Approach to address errors from float precision limits by its storage limit

Question

Approach to address errors from float precision limits by its storage limit

116 Views Asked by Bumbble Comm At 27 Mar 2026 - 11:45

Background

In computer, the limited float precision due to the storage limit e.g. 64 bit can cause problems. Trying to understand what approaches are available and being used to cope with or overcome the precision limitations.

The original issue is numpy - why numerical gradient log(1-sigmoid(x)) diverges but $\log(\operatorname{sigmoid}(x))$ does not?. While trying to implement a numeric gradient (f(x+k)-f(x-k)) / 2k of the logistic log loss function, encountered a problem of float calculation gets unstable. When $f(x)$ and $k$ gets smaller such as 1e-8, $\log(\operatorname{sigmoid}(x))$ started diverging while $\log(\operatorname{sigmoid}(x))$ does not.

When the values are relatively large such as 1e-5, the issue does not happen, at least in the range of x.

The reason trying to make k smaller is to prevent log(0) to become np.inf by adding a small number u e.g. 1e-5 but log(x+1e-5) causes a deviation of numerical gradient from the analytical one. To minimize the impact, I try to make it smallest possible and start having this issue.

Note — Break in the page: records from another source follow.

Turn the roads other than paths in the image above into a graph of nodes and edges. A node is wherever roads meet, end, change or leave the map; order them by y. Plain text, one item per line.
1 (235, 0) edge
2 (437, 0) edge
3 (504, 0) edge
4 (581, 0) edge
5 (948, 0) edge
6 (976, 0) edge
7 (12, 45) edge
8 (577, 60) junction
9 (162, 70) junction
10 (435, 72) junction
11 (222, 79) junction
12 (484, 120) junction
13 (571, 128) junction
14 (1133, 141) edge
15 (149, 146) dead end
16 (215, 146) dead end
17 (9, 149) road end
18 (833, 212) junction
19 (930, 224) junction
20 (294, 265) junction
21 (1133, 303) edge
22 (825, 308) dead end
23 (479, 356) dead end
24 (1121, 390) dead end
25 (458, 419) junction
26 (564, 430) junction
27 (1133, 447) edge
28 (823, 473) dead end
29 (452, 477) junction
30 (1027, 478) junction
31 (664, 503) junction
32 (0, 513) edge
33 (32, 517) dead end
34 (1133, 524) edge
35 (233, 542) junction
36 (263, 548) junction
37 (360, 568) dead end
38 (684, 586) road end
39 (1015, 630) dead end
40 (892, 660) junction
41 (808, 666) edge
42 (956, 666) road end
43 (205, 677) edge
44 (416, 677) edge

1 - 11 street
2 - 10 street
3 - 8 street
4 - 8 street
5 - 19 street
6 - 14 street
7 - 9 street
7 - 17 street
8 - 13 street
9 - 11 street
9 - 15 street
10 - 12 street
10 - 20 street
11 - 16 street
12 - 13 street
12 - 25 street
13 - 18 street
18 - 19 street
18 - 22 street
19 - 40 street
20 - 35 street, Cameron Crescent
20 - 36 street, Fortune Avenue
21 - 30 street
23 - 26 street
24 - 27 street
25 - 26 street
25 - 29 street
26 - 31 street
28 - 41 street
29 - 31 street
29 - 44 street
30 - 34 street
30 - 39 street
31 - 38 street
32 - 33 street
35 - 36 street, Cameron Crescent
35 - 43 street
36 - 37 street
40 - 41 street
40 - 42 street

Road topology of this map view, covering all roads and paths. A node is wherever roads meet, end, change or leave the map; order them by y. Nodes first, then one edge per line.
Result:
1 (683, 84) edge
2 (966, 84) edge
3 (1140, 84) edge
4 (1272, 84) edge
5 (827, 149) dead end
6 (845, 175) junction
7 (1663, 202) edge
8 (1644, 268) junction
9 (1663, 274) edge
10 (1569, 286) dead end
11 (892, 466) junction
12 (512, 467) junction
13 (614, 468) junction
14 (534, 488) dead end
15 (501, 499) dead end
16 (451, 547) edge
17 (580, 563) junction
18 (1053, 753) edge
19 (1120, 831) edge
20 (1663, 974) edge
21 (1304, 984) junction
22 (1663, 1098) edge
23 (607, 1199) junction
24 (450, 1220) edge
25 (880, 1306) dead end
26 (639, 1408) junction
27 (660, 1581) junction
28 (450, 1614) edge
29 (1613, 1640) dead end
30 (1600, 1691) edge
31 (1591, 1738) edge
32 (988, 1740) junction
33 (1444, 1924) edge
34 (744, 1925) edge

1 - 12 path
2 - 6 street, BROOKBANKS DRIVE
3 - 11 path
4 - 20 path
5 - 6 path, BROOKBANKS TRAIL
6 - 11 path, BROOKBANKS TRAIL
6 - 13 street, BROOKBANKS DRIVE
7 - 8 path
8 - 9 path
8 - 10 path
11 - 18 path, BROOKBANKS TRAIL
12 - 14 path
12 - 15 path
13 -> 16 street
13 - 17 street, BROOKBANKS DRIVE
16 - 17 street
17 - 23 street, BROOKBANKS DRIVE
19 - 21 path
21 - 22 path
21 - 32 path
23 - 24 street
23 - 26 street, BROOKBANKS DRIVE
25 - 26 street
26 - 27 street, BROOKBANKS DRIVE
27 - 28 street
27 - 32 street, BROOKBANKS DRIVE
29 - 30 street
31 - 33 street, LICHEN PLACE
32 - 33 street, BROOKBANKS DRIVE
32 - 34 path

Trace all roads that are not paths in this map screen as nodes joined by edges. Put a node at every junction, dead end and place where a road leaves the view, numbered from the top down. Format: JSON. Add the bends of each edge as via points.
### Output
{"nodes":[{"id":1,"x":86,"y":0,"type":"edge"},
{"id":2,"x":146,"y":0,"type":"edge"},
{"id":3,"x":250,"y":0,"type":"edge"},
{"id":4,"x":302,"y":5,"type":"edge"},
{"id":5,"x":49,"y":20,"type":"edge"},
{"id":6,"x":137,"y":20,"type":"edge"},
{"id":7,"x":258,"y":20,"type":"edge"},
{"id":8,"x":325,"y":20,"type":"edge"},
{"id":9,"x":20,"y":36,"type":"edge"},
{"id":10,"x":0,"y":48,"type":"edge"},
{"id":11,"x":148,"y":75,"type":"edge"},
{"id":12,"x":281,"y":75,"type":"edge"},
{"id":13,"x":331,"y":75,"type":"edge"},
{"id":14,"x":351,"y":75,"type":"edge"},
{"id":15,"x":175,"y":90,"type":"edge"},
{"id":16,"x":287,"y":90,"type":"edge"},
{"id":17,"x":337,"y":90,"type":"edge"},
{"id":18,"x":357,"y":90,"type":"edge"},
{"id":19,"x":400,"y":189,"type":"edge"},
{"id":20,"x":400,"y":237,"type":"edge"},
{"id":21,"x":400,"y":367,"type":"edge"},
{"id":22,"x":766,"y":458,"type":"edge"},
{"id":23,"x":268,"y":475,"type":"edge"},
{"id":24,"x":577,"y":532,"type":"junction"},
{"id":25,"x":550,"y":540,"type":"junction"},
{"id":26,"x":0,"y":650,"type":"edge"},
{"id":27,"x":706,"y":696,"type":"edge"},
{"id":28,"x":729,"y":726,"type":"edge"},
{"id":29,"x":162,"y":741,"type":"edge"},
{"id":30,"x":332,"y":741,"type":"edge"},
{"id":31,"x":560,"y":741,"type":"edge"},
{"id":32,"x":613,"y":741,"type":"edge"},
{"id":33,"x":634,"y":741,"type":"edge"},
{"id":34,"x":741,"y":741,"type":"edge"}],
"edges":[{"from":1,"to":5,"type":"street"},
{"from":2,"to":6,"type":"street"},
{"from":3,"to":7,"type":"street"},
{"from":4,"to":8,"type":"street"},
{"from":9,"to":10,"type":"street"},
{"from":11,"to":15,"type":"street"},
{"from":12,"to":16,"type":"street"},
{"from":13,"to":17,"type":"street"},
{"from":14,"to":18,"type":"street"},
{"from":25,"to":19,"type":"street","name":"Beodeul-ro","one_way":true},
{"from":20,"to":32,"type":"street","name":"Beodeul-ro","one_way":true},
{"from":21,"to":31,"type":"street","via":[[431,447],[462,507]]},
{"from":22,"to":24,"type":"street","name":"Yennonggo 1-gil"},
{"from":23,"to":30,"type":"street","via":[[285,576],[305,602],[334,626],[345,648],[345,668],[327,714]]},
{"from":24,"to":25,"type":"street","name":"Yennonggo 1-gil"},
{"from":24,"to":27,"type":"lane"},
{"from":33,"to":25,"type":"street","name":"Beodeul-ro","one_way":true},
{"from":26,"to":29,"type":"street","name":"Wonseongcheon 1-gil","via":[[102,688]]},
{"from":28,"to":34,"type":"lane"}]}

Logistic log loss functions

y in the figure is binary true/false label T and p is the activation sigmoid(x),

Question

I believe there are science and engineering fields which require high precision calculations. I like to understand

What kind of float numerical calculation problems exist.
Which mathematics topics or areas to look into.
What approaches are being used to address limited precision/storage issues in computing.

Code

Logistic log loss and analytical gradient.

import numpy as np
import inspect
from itertools import product
import numpy as np
import matplotlib.pyplot as plt
%matplotlib inline

def __sigmoid(X):
    return 1 / (1 + np.exp(-1 * X))

def __logistic_log_loss(X: np.ndarray, T: np.ndarray):
    return -(T * np.log(__sigmoid(X)) + (1-T) * np.log(1-__sigmoid(X)))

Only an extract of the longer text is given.